おぉ、何故天使が「白」ではないのか、やっとワカッタ!
ボイス母

**ネタバレ注意**
映画を見終った人むけのレビューです。

これ以降の文章には映画の内容に関する重要な情報が書かれています。
まだ映画を見ていない人がみると映画の面白さを損なうことがありますのでご注意下さい。







本来「白衣の天使」であるはずの看護婦(そういえばナイチンゲールも「従軍看護婦」だった)が何故「赤」でなければならないのか?
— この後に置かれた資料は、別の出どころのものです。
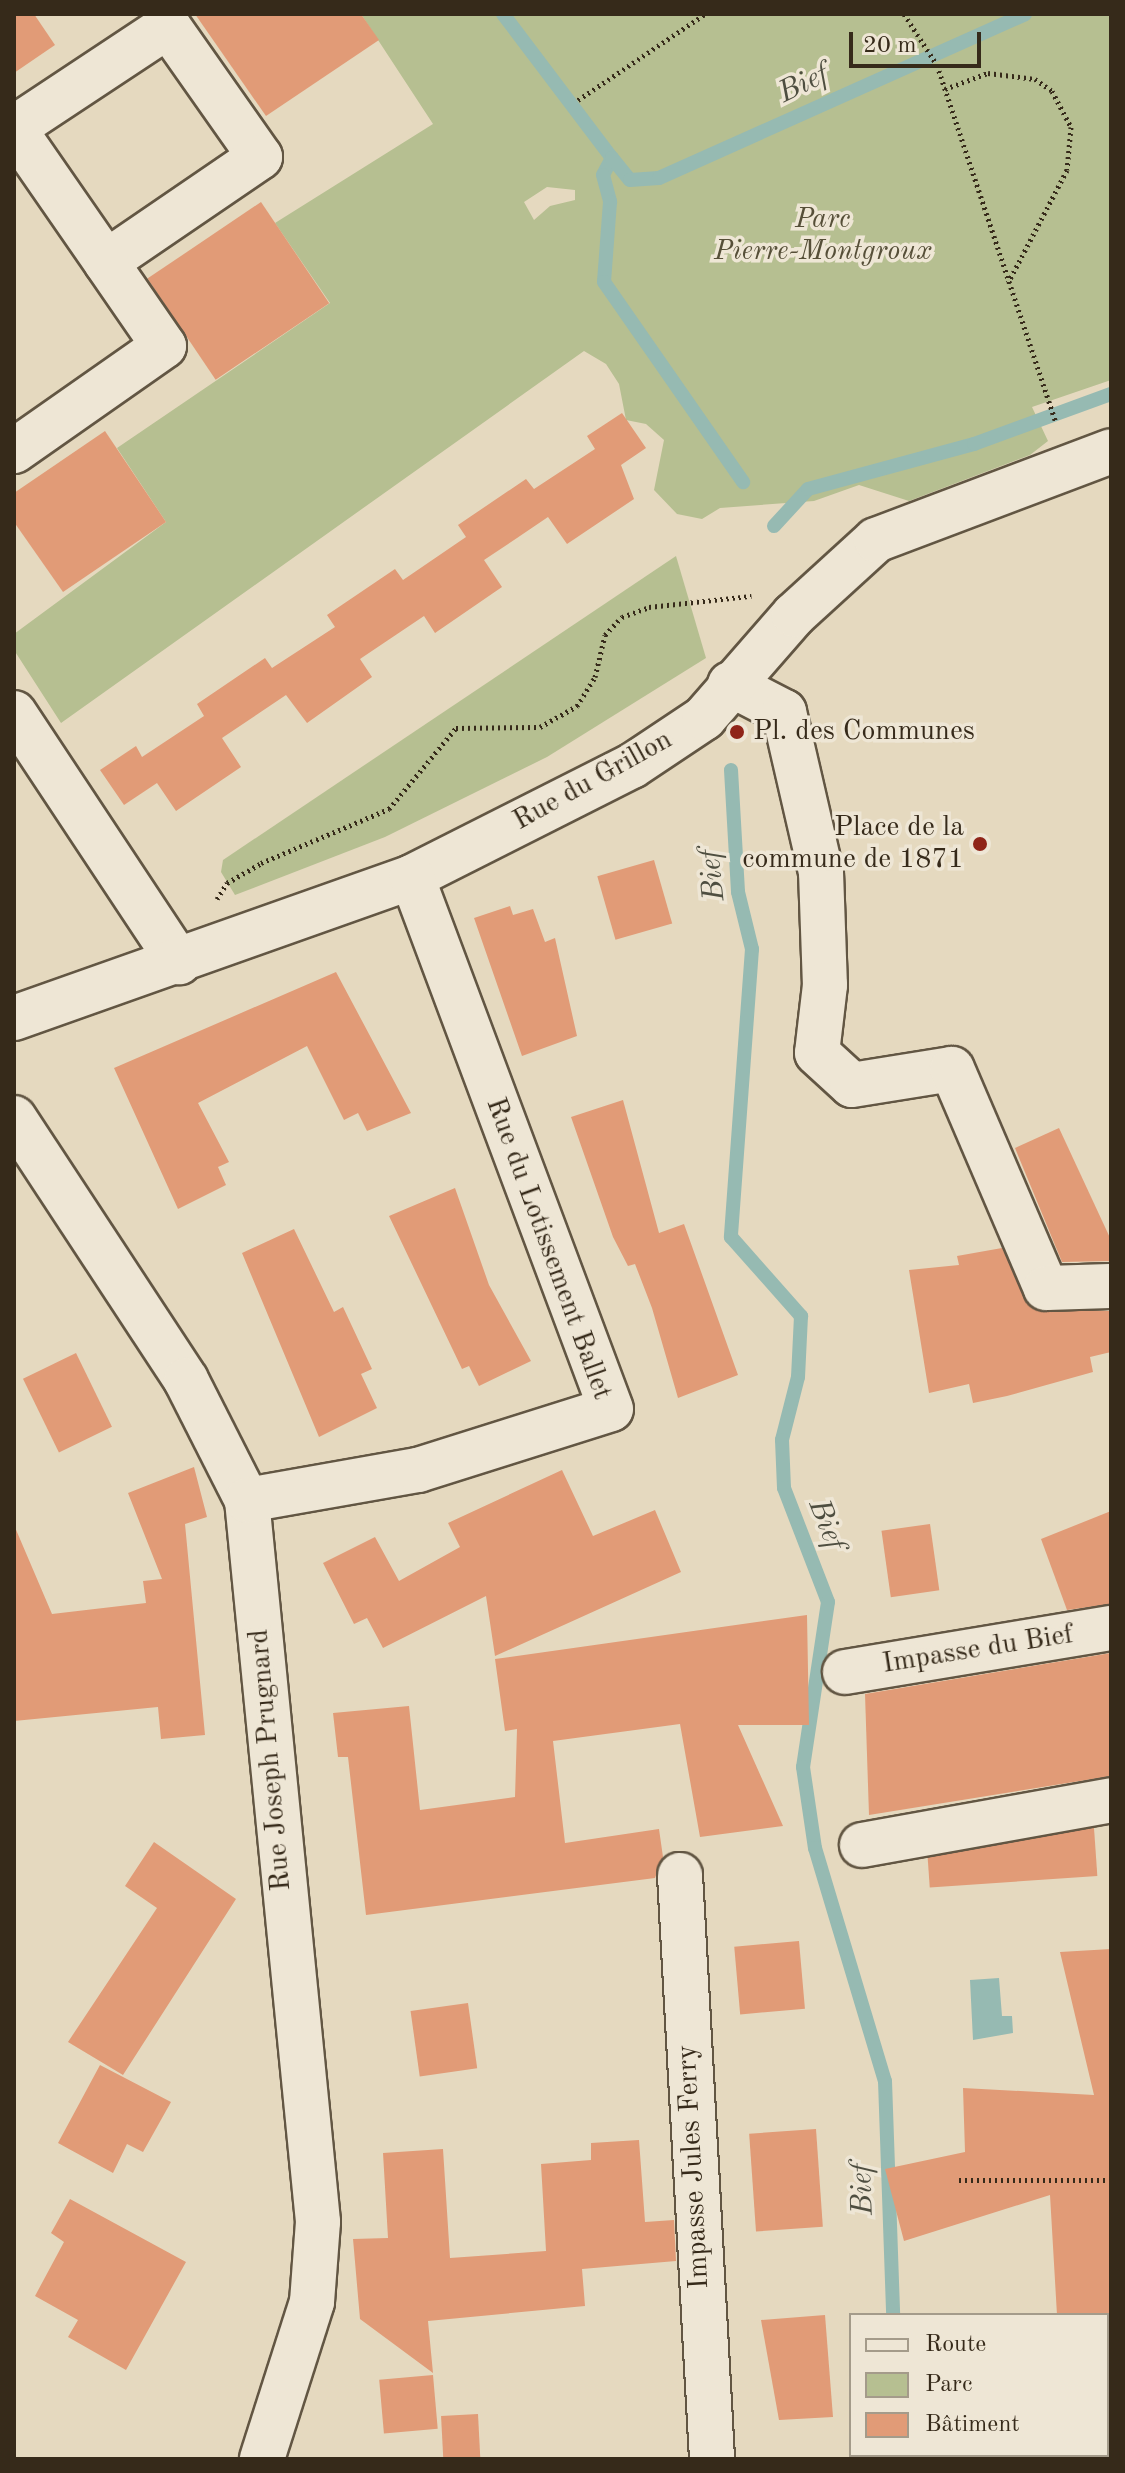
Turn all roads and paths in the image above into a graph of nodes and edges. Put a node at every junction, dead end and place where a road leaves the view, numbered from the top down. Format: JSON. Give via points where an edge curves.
{"nodes":[{"id":1,"x":705,"y":14,"type":"edge"},
{"id":2,"x":904,"y":14,"type":"edge"},
{"id":3,"x":945,"y":89,"type":"junction"},
{"id":4,"x":578,"y":100,"type":"dead end"},
{"id":5,"x":14,"y":129,"type":"edge"},
{"id":6,"x":106,"y":262,"type":"junction"},
{"id":7,"x":1008,"y":283,"type":"junction"},
{"id":8,"x":1056,"y":423,"type":"dead end"},
{"id":9,"x":14,"y":451,"type":"edge"},
{"id":10,"x":1111,"y":451,"type":"edge"},
{"id":11,"x":820,"y":590,"type":"junction"},
{"id":12,"x":730,"y":684,"type":"junction"},
{"id":13,"x":14,"y":713,"type":"edge"},
{"id":14,"x":412,"y":877,"type":"junction"},
{"id":15,"x":179,"y":962,"type":"junction"},
{"id":16,"x":14,"y":1018,"type":"edge"},
{"id":17,"x":14,"y":1118,"type":"edge"},
{"id":18,"x":1111,"y":1286,"type":"edge"},
{"id":19,"x":247,"y":1500,"type":"junction"},
{"id":20,"x":1111,"y":1628,"type":"edge"},
{"id":21,"x":845,"y":1672,"type":"dead end"},
{"id":22,"x":1111,"y":1800,"type":"edge"},
{"id":23,"x":862,"y":1845,"type":"dead end"},
{"id":24,"x":680,"y":1875,"type":"dead end"},
{"id":25,"x":959,"y":2180,"type":"dead end"},
{"id":26,"x":1111,"y":2180,"type":"edge"},
{"id":27,"x":262,"y":2459,"type":"edge"},
{"id":28,"x":712,"y":2459,"type":"edge"}],
"edges":[{"from":1,"to":4,"type":"path"},
{"from":2,"to":3,"type":"path","via":[[937,65]]},
{"from":3,"to":7,"type":"path"},
{"from":3,"to":7,"type":"path","via":[[988,73],[1035,79],[1052,91],[1071,127],[1067,170]]},
{"from":5,"to":6,"type":"street"},
{"from":5,"to":6,"type":"street","via":[[168,26],[260,157]]},
{"from":6,"to":9,"type":"street","via":[[164,346]]},
{"from":7,"to":8,"type":"path"},
{"from":10,"to":11,"type":"street","name":"Rue du Grillon","via":[[876,540]]},
{"from":11,"to":12,"type":"street","name":"Rue du Grillon"},
{"from":11,"to":15,"type":"path","via":[[649,607],[622,617],[605,635],[595,677],[577,706],[540,727],[456,728],[389,809],[227,883]]},
{"from":12,"to":14,"type":"street","name":"Rue du Grillon","via":[[704,718],[632,766]]},
{"from":12,"to":18,"type":"street","via":[[784,712],[821,872],[825,985],[817,1053],[852,1085],[952,1069],[1046,1288]]},
{"from":13,"to":15,"type":"street"},
{"from":14,"to":15,"type":"street","name":"Rue du Grillon"},
{"from":14,"to":19,"type":"street","name":"Rue du Lotissement Ballet","via":[[611,1409],[418,1470]]},
{"from":15,"to":16,"type":"street","name":"Rue du Grillon"},
{"from":17,"to":19,"type":"street","name":"Rue Joseph Prugnard","via":[[186,1380]]},
{"from":19,"to":27,"type":"street","name":"Rue Joseph Prugnard","via":[[318,2222],[312,2302]]},
{"from":20,"to":21,"type":"street","name":"Impasse du Bief"},
{"from":22,"to":23,"type":"street"},
{"from":24,"to":28,"type":"street","name":"Impasse Jules Ferry"},
{"from":25,"to":26,"type":"path"}]}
自分が不能である事への復讐か、その表現であるかのように(モチロン「薬や輸血が足りない」というエクスキューズは語られてはいるが)患者の手足を切り刻み続ける医師。 結果として彼の人生を救う(クスリからの離脱・不能を治癒・一度失った心を取り戻す)事になる主人公は、天使である。 男達に陵辱されながらも、それでも、彼らの生を救いたいと願う彼女は、最初から「天使」であったのだ。

が、しかし。

彼女に救われ、一瞬、人生に光を見いだしたかに見える男達も、次の瞬間には「死」という運命が待っている。 実のところ、彼女こそが戦場で生命奪与の権限を握っている「死の天使」なのではナイか? その証拠に彼女に触れた男の死亡率は高い。 (ってか、最前線なんだから当然と言えば当然なんだけど・・・)

彼女は奇跡的に助かり(アタリマエだ。彼女は天使なのだから死ぬわけがない)、恋人の死体を見つけて号泣する。

戦場の雰囲気、前線の病院の描写。かなり、史実に近い形であろうと察せられた。 当時の関係者からの証言をかなり熱心に集めて作られた映画であると感じる。

極限化で「恋愛」という感情を持つという事。 その美しさを増村監督は純粋に讃える。 キスマークのエピソードが美しい。 男達に汚され、血まみれとなった聖女の物語。